Following the Reviewer’s suggestion, we have performed a dN/dS substitution rate analysis on 657 complete and single-copy BUSCO-predicted AG genes, using the AR genome as a reference. We made the relevant additions to the Results (item 2.4., lines 173-185), added a new panel (g) to Fig. 3, and described the method in the Methods section (item 4.6., lines 363-378).

 

They have not done a full statistic analysis to validate findings either.

 

We are not certain what is being referred to by the reviewer. A literature search yields many published articles with analysis similar to ours, with no further statistical analysis of the genomic variation data. Examples:

 

• Kuhl H, Guiguen Y, Höhne C et al. A 180 Myr-old female-specific genome region in sturgeon reveals the oldest known vertebrate sex determining system with undifferentiated sex chromosomes. Trans. R. Soc. (2021). http://doi.org/10.1098/rstb.2020.0089

 

• Nam BH, Yoo D, Kim YO et al.Whole genome sequencing reveals the impact of recent artificial selection on red sea bream reared in fish farms. Sci Rep 9, 6487 (2019). https://doi.org/10.1038/s41598-019-42988-z

 

• Santos CA, Andrade SCS, Freitas PD. Identification of SNPs potentially related to immune responses and growth performance in Litopenaeus vannamei by RNA-seq analyses. PeerJ6:e5154(2018). https://doi.org/10.7717/peerj.5154

 

In addition to changes requested by the Reviewer, we have corrected several minor errors and inconsistencies in the text, and an accession number was added for the assembly as well as the raw data. We would like to thank again the Reviewers and the Editorial Office and hope that our revised manuscript merits publication in the International Journal of Molecular Sciences.

 

Sincerely,

On behalf of the authors:

Dr. Isana Veksler-Lublinsky and Dr. Ari Meerson

Round 3

Reviewer 1 Report

The authors have probably done as much as is reasonable to ask at this stage for the journal it is being published in. I am ok to see it published as is at this point. Please do make sure that all methods described are properly referenced, including programs used, and that enough information is included to make sure that the study can be replicated. For example, how was dN/dS calculated?

Author Response

Following the Reviewer’s comments, we have further revised our manuscript. A point-by-point response follows, with the Reviewer’s comments italicized.

Reviewer 1:

The authors have probably done as much as is reasonable to ask at this stage for the journal it is being published in. I am ok to see it published as is at this point.

We thank the Reviewer for the acknowledgement.

Please do make sure that all methods described are properly referenced, including programs used, and that enough information is included to make sure that the study can be replicated. For example, how was dN/dS calculated?
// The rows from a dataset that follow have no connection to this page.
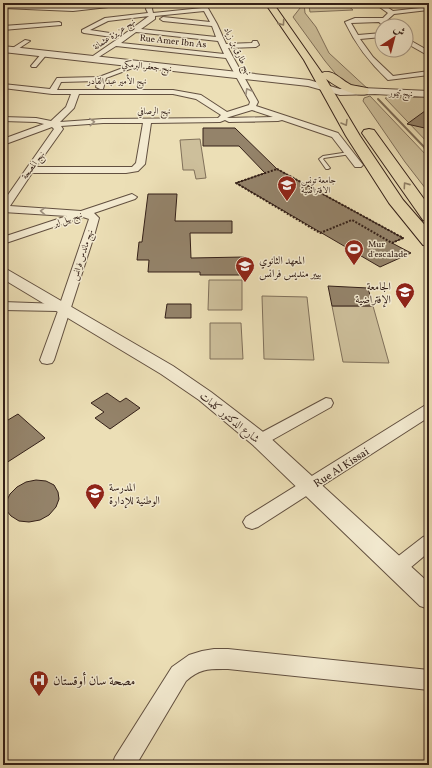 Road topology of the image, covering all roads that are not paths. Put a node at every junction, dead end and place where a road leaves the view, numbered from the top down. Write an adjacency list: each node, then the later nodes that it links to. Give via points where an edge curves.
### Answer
1 (126, 3): 9 (street)
2 (150, 3): 17 (street)
3 (269, 3): 48 (highway, one-way to 48)
4 (279, 3): 48 (highway)
5 (310, 3): 6 (street)
6 (360, 3)
7 (377, 3): 15 (street)
8 (419, 3): 13 (street)
9 (111, 4): 16 (street)
10 (3, 6): 12 (street)
11 (204, 6): 17 (street); 22 (street, نهج طارق بن زياد)
12 (19, 7): 14 (street); 16 (street)
13 (428, 8): 15 (street)
14 (14, 13)
15 (392, 13): 18 (street)
16 (40, 14): 21 (street); 23 (street)
17 (152, 16): 22 (street); 24 (street, نهج عزيزة عثمانة); 26 (street, via 107,19 84,31)
18 (388, 18)
19 (8, 19): 23 (street)
20 (374, 22): 27 (street, via 349,21)
21 (59, 24)
22 (214, 24): 28 (street, نهج طارق بن زياد)
23 (3, 26)
24 (134, 30): 26 (street, نهج عزيزة عثمانة); 28 (street)
25 (374, 36): 27 (street)
26 (124, 37): 31 (street, نهج عزيزة عثمانة)
27 (355, 37): 44 (street, via 365,53)
28 (220, 39): 33 (street, نهج طارق بن زياد)
29 (27, 41): 35 (street)
30 (255, 42): 33 (street, via 256,45)
31 (116, 44): 38 (street, Rue Amer Ibn As); 39 (street, نهج عزيزة عثمانة)
32 (414, 44): 36 (street)
33 (223, 46): 38 (street, نهج طارق بن زياد)
34 (3, 49): 35 (street, نهج جعفر البرمكي)
35 (13, 50): 37 (street, نهج جعفر البرمكي)
36 (427, 51)
37 (44, 54): 39 (street, نهج جعفر البرمكي); 41 (street)
38 (228, 56): 43 (street, نهج طارق بن زياد)
39 (92, 60): 40 (street, نهج جعفر البرمكي)
40 (136, 65): 43 (street, نهج جعفر البرمكي); 45 (street)
41 (34, 66)
42 (429, 74): 44 (street)
43 (239, 76): 46 (street, نهج جعفر البرمكي); 55 (street, نهج طارق بن زياد, one-way to 43, via 254,102)
44 (391, 78): 47 (street)
45 (102, 79): 51 (street); 52 (street, via 60,80)
46 (298, 82): 48 (highway); 48 (highway, via 313,80)
47 (398, 83)
48 (329, 85): 53 (street, نهج تيمور); 53 (highway); 53 (highway, via 351,103); 69 (highway, one-way to 48, via 362,124); 71 (highway, one-way to 71, via 353,136 397,203)
49 (3, 86): 52 (street, نهج الأمير عبد القادر)
50 (76, 91): 51 (street, نهج الأمير عبد القادر); 52 (street, نهج الأمير عبد القادر); 60 (street, via 70,108)
51 (99, 91): 56 (street, نهج الأمير عبد القادر, via 160,91 185,94 208,102)
52 (52, 92)
53 (367, 92): 54 (street, نهج تيمور)
54 (429, 94)
55 (252, 107): 56 (street, نهج الرصافي); 58 (street)
56 (223, 118): 58 (street); 59 (street, نهج الرصافي)
57 (3, 119): 60 (street, via 36,120)
58 (288, 119): 62 (street, via 335,135)
59 (147, 121): 60 (street, نهج الرصافي, one-way to 59); 65 (street, via 139,167 135,169)
60 (53, 124): 61 (street); 65 (street, نهج المصحة, via 59,129)
61 (3, 142)
62 (349, 153): 63 (street); 64 (lane, via 321,159)
63 (358, 165)
64 (328, 168)
65 (29, 170): 67 (street, نهج المصحة)
66 (132, 196): 68 (street, نهج بيل اير)
67 (3, 208): 68 (street, نهج ماندس فرانس, one-way to 67)
68 (82, 214): 70 (street, نهج بيل اير); 74 (street, نهج ماندس فرانس, via 94,218)
69 (429, 217)
70 (3, 241)
71 (429, 241)
72 (3, 273): 74 (street, شارع الدكتور كلمات)
73 (3, 306): 74 (street)
74 (62, 308): 75 (street); 78 (street, شارع الدكتور كلمات, via 187,383)
75 (47, 360)
76 (326, 403): 78 (street)
77 (429, 410): 79 (street, Rue Al Kissai)
78 (260, 440): 79 (street, شارع الدكتور كلمات)
79 (310, 486): 80 (street, Rue Al Kissai); 82 (street, شارع الدكتور كلمات)
80 (252, 522)
81 (429, 542): 82 (street)
82 (398, 567): 83 (street, شارع الدكتور كلمات)
83 (429, 598)
84 (429, 680): 85 (street, via 208,658 190,664 179,674)
85 (123, 765)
We made sure that all methods used are referenced. The dN/dS calculation is described in the Methods section, item 4.6 (lines 330-342). Additional minor corrections are highlighted in yellow, in the revised version of the manuscript.

We would like to thank again the Reviewers and the Editorial Office and hope that our revised manuscript merits publication in the International Journal of Molecular Sciences.